REQUIREMENT — Only the lines that hold "Myllyjärventie" should be in the answer, each copied from the data below.

DATA SHOWN —
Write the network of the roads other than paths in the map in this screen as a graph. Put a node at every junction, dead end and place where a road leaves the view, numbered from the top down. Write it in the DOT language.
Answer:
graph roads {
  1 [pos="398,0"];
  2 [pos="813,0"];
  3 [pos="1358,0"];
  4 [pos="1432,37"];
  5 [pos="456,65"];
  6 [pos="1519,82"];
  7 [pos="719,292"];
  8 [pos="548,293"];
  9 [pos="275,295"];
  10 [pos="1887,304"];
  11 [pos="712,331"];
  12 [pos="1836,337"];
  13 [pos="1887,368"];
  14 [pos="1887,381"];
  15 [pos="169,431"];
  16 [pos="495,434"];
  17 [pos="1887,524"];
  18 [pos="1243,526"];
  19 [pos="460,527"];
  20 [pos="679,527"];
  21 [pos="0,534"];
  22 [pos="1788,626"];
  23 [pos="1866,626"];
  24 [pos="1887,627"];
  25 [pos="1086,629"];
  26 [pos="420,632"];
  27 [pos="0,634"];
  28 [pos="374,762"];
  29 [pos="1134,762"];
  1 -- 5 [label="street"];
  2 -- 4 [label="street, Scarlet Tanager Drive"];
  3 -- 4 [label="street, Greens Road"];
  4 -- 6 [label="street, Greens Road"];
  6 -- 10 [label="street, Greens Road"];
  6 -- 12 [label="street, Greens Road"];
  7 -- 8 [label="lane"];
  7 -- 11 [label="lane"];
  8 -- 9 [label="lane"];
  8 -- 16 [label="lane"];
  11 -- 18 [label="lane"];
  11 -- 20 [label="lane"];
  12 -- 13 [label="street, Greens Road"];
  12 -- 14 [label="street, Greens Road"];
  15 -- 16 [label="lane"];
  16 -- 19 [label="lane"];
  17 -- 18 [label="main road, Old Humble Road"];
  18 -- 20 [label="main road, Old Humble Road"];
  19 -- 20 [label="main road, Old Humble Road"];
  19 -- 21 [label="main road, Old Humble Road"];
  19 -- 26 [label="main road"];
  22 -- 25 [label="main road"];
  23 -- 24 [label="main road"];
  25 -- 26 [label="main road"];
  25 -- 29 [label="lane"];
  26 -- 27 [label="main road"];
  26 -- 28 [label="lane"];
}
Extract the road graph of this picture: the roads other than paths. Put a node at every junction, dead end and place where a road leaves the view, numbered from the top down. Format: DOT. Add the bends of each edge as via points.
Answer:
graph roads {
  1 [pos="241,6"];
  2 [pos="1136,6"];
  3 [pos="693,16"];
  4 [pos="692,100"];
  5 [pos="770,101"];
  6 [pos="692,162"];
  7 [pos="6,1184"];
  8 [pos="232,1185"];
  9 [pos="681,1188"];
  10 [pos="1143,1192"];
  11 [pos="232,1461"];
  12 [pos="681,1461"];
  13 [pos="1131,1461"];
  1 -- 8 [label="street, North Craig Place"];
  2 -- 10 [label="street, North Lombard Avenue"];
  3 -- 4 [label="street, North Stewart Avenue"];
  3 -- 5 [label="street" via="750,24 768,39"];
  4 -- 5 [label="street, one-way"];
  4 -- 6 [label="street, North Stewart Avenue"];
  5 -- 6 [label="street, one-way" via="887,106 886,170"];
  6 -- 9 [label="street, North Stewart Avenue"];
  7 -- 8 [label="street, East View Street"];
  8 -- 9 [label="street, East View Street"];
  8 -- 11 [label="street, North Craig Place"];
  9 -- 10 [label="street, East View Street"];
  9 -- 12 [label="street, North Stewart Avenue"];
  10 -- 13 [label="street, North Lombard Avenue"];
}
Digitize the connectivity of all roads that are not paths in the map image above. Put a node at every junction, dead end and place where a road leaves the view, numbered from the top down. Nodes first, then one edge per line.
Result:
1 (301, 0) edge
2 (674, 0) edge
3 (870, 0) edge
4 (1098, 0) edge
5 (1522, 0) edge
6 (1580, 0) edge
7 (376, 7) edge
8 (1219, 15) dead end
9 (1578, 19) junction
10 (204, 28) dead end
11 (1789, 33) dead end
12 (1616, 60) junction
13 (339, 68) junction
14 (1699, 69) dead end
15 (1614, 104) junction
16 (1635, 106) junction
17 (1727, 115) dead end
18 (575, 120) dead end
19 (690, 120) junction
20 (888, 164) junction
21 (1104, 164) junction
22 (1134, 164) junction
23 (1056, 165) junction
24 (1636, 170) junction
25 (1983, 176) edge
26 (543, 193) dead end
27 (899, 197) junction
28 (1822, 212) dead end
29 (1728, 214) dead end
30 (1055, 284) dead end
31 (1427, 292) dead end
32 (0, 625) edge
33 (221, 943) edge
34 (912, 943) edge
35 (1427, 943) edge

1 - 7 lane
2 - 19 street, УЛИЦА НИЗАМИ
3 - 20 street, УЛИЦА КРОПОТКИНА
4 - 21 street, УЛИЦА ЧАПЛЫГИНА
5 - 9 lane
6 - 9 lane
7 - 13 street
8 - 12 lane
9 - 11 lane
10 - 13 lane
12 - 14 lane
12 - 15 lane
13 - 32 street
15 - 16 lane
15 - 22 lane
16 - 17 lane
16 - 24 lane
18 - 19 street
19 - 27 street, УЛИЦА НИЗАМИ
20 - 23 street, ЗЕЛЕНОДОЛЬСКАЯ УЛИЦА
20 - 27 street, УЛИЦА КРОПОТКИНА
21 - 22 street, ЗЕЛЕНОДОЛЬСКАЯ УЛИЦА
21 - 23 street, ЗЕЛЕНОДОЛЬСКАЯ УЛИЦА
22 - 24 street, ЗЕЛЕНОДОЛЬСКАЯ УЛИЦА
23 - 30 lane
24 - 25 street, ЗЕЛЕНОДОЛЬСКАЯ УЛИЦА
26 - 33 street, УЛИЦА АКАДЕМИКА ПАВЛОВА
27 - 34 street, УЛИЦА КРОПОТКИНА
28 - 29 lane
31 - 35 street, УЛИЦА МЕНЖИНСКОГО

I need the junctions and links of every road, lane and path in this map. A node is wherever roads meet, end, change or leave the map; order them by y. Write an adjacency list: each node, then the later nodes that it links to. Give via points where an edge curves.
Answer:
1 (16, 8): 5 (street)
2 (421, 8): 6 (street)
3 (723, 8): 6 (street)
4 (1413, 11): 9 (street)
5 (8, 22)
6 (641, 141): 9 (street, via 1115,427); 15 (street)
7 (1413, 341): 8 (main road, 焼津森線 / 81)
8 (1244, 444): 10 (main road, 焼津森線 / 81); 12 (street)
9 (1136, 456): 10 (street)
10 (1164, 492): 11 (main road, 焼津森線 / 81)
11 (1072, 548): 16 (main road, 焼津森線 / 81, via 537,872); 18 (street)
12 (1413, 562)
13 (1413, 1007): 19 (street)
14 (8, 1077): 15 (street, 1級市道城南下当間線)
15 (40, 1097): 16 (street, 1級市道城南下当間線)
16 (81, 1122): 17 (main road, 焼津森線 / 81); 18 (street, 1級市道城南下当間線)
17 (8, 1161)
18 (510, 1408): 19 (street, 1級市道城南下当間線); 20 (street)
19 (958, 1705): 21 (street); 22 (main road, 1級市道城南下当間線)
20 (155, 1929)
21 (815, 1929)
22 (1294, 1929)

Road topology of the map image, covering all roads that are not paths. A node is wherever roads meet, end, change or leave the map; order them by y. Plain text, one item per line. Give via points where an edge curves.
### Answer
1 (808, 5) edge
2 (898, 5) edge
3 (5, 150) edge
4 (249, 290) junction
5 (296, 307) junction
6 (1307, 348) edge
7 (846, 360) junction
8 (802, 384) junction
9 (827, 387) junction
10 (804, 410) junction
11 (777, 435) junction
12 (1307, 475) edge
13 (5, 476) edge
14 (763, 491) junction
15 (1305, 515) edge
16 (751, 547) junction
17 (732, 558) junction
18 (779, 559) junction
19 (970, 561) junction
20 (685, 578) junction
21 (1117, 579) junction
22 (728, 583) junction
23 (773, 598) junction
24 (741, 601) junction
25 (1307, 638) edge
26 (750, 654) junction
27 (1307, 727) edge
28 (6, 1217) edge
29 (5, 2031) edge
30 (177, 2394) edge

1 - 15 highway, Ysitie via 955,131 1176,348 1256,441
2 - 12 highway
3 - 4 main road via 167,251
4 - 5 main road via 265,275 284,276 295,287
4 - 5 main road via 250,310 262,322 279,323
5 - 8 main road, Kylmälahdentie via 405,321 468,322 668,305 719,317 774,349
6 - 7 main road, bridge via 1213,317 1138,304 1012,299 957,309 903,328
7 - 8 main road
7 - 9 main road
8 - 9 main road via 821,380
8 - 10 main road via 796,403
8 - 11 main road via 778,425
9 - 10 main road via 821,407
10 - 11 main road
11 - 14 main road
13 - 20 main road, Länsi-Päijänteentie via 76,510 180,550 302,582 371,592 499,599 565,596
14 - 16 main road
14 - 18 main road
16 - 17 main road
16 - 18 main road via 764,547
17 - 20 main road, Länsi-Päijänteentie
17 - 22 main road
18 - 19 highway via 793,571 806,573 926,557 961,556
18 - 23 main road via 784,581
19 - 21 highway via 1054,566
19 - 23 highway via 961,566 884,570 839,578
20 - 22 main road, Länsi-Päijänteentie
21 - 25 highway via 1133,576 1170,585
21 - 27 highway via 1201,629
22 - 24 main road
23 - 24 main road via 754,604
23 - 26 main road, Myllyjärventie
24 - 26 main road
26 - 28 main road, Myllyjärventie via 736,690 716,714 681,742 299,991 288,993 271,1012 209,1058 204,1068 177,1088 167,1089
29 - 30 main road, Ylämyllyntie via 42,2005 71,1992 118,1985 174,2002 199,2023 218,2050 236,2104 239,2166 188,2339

WRITTEN REPLY —
23 - 26 main road, Myllyjärventie
26 - 28 main road, Myllyjärventie via 736,690 716,714 681,742 299,991 288,993 271,1012 209,1058 204,1068 177,1088 167,1089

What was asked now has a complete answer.